Communal versus Individual Energy and Heating

I have been involved with a number of projects in recent years where this issue has been discussed, often at great length, and often at great cost, talk in some circumstances is not cheap!

The discussions always hinge around the vexed question as to which one of these solutions is better than the other. The discussion tends to focus on carbon emissions, maintenance, management, user friendliness, and of course, cost.

The reason for having the discussion in the first place is usually because a project has a planning policy that says that communal heating should be considered before all other solutions. This is enshrined in the London Plan and is therefore picked up on by lots of other Local Authority planning policy documents up and down the country. The policy decision has been taken that communal systems are better than individual systems every time. There is no allowance made in the policy documents for situations where communal systems may not be appropriate because of cost or because of the type of development or because of the energy profile of the scheme.

The received wisdom is that because the city fathers of many European cities such as Stockholm and Copenhagen have been doing this for decades, we in the UK must be missing a trick and should be doing likewise.
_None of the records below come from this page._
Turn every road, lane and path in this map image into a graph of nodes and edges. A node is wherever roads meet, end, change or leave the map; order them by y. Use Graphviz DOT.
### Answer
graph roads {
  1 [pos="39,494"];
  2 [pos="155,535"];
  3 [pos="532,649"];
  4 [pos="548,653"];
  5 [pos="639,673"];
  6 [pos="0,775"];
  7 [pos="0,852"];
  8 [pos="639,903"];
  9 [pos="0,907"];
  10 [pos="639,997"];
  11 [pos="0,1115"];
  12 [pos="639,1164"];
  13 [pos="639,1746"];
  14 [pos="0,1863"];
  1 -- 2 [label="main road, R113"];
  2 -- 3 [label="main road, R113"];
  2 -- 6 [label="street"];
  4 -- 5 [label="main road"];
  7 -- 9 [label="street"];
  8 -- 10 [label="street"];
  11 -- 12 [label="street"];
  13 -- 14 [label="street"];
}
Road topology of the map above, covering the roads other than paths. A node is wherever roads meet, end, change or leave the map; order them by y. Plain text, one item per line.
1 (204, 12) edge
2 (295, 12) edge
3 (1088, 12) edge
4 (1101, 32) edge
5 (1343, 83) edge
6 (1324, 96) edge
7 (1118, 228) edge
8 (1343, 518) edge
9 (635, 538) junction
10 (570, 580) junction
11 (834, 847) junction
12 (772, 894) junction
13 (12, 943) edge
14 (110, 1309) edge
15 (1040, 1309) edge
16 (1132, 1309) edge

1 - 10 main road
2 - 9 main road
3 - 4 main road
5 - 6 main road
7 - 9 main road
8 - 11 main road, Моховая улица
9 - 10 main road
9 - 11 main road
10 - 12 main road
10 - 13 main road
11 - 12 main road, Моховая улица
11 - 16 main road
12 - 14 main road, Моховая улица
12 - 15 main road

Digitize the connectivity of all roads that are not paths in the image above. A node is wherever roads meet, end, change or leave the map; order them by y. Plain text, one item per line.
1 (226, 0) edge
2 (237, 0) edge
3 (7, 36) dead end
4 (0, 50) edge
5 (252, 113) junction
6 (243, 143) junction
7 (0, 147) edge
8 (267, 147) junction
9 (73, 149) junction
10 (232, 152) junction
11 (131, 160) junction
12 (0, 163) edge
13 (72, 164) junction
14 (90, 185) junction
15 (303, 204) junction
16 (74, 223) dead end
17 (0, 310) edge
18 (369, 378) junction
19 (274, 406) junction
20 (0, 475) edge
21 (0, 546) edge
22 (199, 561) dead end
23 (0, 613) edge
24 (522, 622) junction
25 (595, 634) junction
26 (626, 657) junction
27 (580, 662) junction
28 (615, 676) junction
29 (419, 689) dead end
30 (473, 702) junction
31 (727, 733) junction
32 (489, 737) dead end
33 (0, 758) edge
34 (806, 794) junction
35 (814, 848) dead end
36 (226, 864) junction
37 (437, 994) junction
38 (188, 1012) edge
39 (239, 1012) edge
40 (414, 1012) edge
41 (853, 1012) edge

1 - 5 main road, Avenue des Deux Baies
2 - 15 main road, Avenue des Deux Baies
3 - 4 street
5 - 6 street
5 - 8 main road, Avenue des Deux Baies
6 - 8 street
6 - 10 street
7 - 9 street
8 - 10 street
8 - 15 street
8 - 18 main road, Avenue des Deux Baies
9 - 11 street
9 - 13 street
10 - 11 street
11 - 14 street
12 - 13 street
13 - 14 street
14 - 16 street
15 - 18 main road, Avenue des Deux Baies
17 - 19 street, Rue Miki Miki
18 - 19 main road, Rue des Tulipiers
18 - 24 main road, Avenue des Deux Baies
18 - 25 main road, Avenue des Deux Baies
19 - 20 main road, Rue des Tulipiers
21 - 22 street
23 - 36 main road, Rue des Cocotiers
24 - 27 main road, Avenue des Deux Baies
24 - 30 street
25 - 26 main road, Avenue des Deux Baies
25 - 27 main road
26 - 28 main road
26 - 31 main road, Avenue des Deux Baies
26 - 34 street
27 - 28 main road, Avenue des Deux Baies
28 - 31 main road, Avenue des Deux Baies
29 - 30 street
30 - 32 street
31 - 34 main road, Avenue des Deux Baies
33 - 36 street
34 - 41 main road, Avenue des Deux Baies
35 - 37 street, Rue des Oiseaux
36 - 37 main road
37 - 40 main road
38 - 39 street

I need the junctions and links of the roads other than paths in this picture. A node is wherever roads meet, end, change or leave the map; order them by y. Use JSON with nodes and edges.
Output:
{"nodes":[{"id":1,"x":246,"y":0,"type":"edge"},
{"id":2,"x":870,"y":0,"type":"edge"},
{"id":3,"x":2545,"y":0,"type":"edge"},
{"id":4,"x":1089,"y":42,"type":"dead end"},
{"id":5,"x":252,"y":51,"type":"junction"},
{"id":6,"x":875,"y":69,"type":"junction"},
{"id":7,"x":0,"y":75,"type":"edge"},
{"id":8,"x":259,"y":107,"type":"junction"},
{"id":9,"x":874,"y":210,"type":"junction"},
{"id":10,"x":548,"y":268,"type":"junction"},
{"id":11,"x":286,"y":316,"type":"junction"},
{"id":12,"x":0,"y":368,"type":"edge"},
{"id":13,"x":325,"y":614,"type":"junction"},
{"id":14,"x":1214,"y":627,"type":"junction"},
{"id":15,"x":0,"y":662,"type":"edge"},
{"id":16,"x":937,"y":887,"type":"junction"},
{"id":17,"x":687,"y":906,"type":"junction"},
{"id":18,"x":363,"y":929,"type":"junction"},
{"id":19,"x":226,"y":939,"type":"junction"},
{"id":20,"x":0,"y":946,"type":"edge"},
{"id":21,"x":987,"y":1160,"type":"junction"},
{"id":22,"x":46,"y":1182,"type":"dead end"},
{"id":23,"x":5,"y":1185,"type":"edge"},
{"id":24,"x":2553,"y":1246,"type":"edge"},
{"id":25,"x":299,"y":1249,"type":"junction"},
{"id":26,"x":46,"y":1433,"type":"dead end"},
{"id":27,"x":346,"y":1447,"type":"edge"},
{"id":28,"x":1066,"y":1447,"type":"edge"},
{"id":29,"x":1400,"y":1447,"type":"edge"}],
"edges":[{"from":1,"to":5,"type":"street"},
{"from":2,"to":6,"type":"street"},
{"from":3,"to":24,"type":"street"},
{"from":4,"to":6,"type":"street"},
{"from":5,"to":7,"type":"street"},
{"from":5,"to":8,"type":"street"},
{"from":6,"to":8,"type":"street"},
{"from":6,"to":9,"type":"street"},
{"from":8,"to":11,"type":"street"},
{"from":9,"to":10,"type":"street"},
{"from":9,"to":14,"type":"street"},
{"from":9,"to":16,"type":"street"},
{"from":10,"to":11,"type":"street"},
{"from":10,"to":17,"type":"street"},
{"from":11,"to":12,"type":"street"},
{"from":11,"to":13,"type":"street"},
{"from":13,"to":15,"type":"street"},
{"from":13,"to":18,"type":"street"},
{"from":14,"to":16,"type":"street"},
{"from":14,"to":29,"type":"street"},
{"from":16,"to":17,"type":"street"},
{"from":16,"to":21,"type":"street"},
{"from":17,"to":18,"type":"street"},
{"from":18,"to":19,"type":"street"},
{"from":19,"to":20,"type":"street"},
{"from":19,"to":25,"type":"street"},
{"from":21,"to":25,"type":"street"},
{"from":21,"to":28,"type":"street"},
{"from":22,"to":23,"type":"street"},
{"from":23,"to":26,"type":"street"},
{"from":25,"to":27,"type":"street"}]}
In theory this is correct, but the practice turns out to be very different. The tide of opinion among clients and professionals seems to be turning, the question is whether policy makers are listening. Here are some of the reasons why:

  • Max Fordham recently produced an interesting study suggesting that many sizes of communal systems are not in fact any more efficient than grid systems.
  • Our clients in the affordable housing sector tell us that the job of managing communal systems is a nightmare for them as the legal restrictions placed on them as landlords means that they have difficulty charging for them properly from their affordable housing tenants. Where possible they like to hand over the management to an ESCO, but the majority of housing projects in the UK are simply not big enough to interest an ESCO partner, and the RSL is left holding what sometimes turns out to be a very expensive baby.
  • In my earlier post, I highlighted the problems of overheating occurring in many newly built apartment buildings where these systems are inadequately installed and the system heat losses overheat lobbies leading to residents propping fire doors open. This is surely a disaster waiting to happen.
  • The current cash squeeze means that there is less money available to fund expensive infrastructure in projects where sales rates are slower than ever. Developers are unwilling to forward fund projects any more than absolutely necessary, and expensive infrastructure of this nature fits into that category.

There is no doubt that communal systems have their place, but their place is not everywhere, on every project.  Care needs to be taken in specifying these systems and instead of an insistence on them they should be seen as an option for projects and not the sole mechanism for ensuring a low carbon future. The truth, as usual, is out there.